(beacon)

Rust/WebAssembly on AWS Lambda@Edge (CloudFront)

Rust/WebAssembly {loves} AWS Lambda@Edge (CloudFront)
Rust/WebAssembly {loves} AWS Lambda@Edge (CloudFront)

Ever felt limited by the languages on AWS Lambda@Edge? Wanted to run Rust for your CloudFront triggers, but re:Invent 2020 disappointed you in that matter? Let me show you one way of how you can still get it done.

tl;dr: Check out the repo and give it a spin for yourself. You can also jump ahead to the code part and skip the story section.

At the last AWS re:Invent 2020 the company with a smile did announce quite some changes, improvement, and new products/services. Notably also a lot of interesting stuff in the AWS Lambda space. Yet one area—one very dear to me—was left out completely, total radio silence, nothing, nada: no improvements or new features for Lambda@Edge (L@E). This made me very sad. 😢

I tinkered with a custom solution in the past and also got some experiments running, but it was a pretty hand-rolled approach and nothing I could give to others if they wanted to do the very same.

I sat down yet again and took some of my learnings into a repository, so we have a starting point for some Wasm based serverless apps on the edge.

As of today (January 2021) AWS only offers two languages for Lambda@Edge: Python and Node.js. Both are available in relatively decent versions, too.

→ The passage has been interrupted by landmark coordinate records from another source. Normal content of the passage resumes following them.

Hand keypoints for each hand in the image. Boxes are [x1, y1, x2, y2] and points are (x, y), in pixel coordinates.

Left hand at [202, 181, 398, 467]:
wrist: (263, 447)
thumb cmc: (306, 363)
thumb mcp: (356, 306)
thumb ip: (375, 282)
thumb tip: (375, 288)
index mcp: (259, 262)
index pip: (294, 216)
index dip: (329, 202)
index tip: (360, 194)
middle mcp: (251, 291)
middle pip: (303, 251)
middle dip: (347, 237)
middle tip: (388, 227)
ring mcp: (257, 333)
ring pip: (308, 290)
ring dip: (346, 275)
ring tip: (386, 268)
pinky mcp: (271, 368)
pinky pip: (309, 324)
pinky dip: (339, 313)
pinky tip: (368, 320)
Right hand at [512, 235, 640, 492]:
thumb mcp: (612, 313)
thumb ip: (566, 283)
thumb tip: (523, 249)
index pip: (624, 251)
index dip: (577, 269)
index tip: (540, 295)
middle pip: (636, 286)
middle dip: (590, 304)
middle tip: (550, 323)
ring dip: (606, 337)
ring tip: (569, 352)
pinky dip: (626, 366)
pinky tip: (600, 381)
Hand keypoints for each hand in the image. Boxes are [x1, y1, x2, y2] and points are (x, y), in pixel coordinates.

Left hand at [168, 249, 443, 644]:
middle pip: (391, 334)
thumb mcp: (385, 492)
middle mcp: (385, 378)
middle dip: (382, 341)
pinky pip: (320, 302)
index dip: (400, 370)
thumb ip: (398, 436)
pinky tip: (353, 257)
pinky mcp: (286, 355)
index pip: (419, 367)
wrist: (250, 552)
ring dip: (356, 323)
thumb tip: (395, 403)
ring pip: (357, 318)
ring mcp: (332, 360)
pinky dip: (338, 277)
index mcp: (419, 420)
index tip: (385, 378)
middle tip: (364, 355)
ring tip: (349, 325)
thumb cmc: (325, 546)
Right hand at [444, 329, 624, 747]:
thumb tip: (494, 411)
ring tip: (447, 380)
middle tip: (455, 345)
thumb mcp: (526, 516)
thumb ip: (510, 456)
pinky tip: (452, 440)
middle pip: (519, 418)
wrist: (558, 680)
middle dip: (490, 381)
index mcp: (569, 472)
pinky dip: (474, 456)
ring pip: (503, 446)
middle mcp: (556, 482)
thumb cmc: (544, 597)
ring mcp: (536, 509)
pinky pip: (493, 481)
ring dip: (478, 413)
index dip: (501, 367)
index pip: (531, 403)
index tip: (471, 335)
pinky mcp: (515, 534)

Since I have never bothered with Python too much in my life, but have my fair share of experience with JavaScript (JS) and node, I stuck to the latter as the trampoline environment for the setup. Also I know that it comes with WebAssembly support out of the box, which wouldn't be the case for Python anyway.

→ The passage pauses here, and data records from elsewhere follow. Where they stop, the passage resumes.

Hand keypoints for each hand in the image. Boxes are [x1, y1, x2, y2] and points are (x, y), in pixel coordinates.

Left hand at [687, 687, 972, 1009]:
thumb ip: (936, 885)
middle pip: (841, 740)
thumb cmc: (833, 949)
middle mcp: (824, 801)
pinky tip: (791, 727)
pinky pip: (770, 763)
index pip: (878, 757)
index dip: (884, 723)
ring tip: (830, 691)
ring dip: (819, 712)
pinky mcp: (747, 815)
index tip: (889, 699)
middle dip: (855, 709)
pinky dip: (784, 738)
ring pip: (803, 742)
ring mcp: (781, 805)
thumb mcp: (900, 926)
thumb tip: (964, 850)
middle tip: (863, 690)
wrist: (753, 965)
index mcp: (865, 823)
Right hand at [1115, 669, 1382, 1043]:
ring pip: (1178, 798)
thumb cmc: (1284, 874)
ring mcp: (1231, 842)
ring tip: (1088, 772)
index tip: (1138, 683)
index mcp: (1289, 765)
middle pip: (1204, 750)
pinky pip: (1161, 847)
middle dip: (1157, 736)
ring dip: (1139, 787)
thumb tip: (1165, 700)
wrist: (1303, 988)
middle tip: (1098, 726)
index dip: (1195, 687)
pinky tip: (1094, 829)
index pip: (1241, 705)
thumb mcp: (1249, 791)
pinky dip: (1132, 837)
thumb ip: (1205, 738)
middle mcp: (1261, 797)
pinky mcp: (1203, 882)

So what is it gonna be anyway?

As you've maybe guessed the project will be some Rust, which gets compiled down to WebAssembly. This artefact then can be loaded and executed in the node environment.

A word about performance: I have not evaluated a "JS vs Wasm" comparison, and it's also not part of this exercise. There have been people and article in the past vouching for one side or another, all with their own benchmarks. So I won't bother you with that and advise you to take your own measurements.

WebAssembly will not beat all JavaScript code, especially very fine-tuned one. V8 (the underlying JavaScript engine for both Chrome and Node.js) is a very performant beast and comes with just in time (optimizing) compilation for further boosts.

The Rust code in Wasm clothing can give you probably certain garantuees you miss from JavaScript, but again you have to evaluate if the benefits are worth the effort.

Potentially you might also consider to switch to Python as your runtime instead. At least that language should have real integers as far as I know. 😉

No doubt you can build and deliver very fast and also safe programs with Rust/WebAssembly. Especially if you need some specific algorithms and computations where JS/node might not be the best and you would resort to some (probably C-based) native libraries anyway.

There are only a few issues with that:

  • You have not full control of the execution environment of your edge functions. Sure, you can introspect with a test function what you're dealing with, but how sure will you really be, that the environment on CloudFront does provide the exact same system and system dependencies as your local development environment (or the non-edge Lambda environment for that matter)? AWS has a track record of not providing you with reproducible local environments. In fact, it looks like they get away with it even further, since the announcement for containerization support for regular AWS Lambda. People, who know me, also know that I'm not a big fan of big docker images, but I'm afraid that's what we will see now happening there. I hope AWS promotes good containerization guidelines to prevent that waste-of-storage mess. Furthermore I really don't want to see docker on the edge for that reason. One can just hope, right?

  • You work in a very constrained environment. Check the current limits for Lambda@Edge: the zipped code can use up to 50MB on the origin side and only 1MB max if it shall be deployed for the viewer side. Of course, this is usually still plenty of spaces for most use cases, packaging up plain JS results in very small archives. But once you take the first issue into consideration, then this could actually become another problem for you.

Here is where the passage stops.